'Stippled by a delectable mix of Brutalist architecture, the lack of funding screams from every geometric pillar and concrete corner'Louis Ashworth with permission for Varsity

When asked in Year Five what I wanted to be when I grew up, I confidently declared I was going to be an architect. I’d done well on my practice Maths SAT and was really good at drawing horses, so it felt only natural as a decision. My passion for Maths decayed the further I went through the education system, and there are only so many horses to be drawn, resulting in my degree being more about locking myself in the library with the literary tome of the week rather than planning the next skyscraper.

Despite this pivoting of ambition, my interest in architecture still finds root occasionally, especially when those libraries I house myself in so frequently are the ones forming the beloved Sidgwick Site. Stippled by a delectable mix of Brutalist architecture, the lack of funding screams from every geometric pillar and concrete corner. For a place so saturated with potential and creativity, there’s an innate hostility bred into every crevice, punctuated only by the sleek exterior of the Squire Law Library, a glass monument among swathes of grey.

“Stippled by a delectable mix of Brutalist architecture, the lack of funding screams from every geometric pillar and concrete corner”

It is more akin to West Hub, the swish science department – the kind of site that adorns university prospectuses, assuring future students of an institution’s modernity and facilities, while Sidgwick is the concealed footnote. The common denominator between the Law building and West Hub? Money. The only buildings that are worth pouring money into appear to be those that offer monetizable careers, but I don’t want to be a lawyer or a scientist – what if I just want to read about tree poetry or draw horses?

I have a strange fondness for Sidgwick. It may not be exactly what people conjure in their minds when they envisage Cambridge – there’s certainly a lot more grey and fewer grand staircases – but my daily commute has given me some of my closest friends. My friends dashing from their final exams to spray me with prosecco outside of the lecture block after my first-year exam is one of my warmest Cambridge memories. But Sidgwick remains aesthetically unconducive to romanticisation and fond reflection. The hardened exteriors of the site appear curiously antithetical to what these buildings hold within their concrete parameters.

“Humanities deserve more than concrete, but a concrete commitment to their continuation”

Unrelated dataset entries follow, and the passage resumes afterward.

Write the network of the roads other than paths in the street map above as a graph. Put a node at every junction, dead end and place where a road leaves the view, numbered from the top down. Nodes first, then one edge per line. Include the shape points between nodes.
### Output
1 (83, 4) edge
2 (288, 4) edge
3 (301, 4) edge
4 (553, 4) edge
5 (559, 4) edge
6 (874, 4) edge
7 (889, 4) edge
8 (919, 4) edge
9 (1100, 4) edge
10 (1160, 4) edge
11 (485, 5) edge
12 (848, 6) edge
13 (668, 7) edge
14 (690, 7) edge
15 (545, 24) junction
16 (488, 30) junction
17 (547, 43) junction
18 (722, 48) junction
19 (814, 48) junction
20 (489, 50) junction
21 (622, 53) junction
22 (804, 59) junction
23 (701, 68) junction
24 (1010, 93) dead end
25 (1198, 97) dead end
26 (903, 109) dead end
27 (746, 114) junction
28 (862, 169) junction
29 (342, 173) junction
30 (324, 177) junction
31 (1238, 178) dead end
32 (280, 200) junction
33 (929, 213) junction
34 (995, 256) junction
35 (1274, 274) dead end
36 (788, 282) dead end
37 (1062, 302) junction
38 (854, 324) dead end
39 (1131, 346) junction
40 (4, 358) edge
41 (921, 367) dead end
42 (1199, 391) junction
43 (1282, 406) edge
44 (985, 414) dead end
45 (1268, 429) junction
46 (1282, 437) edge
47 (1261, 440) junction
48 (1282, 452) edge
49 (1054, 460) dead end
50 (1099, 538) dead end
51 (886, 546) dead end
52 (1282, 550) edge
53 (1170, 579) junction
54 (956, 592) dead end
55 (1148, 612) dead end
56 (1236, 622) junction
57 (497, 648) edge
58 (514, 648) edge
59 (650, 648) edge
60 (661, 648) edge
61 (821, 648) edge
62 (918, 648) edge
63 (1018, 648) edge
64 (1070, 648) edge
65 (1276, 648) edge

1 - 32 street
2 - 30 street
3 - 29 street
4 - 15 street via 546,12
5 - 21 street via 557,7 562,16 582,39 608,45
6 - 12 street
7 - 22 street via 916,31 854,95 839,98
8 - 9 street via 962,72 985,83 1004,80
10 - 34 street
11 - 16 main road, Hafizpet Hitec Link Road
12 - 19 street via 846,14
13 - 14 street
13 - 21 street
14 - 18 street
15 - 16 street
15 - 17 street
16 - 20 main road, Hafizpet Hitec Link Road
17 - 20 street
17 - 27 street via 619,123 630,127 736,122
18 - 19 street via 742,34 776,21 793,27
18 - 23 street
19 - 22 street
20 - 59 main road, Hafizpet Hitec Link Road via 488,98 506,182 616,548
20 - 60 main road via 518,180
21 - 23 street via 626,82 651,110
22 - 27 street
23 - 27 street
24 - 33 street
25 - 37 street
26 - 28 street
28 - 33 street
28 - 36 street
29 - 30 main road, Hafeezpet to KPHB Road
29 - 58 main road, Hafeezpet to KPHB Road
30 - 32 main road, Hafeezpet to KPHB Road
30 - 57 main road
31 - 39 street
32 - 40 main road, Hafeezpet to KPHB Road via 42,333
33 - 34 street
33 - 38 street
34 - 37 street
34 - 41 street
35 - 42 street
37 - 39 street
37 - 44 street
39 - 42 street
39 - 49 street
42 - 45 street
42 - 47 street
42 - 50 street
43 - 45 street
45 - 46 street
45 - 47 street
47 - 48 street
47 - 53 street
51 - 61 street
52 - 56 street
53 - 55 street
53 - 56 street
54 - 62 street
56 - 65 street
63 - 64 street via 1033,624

But it isn’t just about architecture; the stone monuments we call the humanities faculties are indicative of broader financial discrepancies between disciplines. While STEM students have every lab, practical and research project covered by their tuition, I am still confronted every term with a financially unsupported reading list. The same story emerges when pursuing postgraduate education, work experience, or internships; there is so little funding for humanities that it becomes a self-selecting group based just as much on financial privilege as talent.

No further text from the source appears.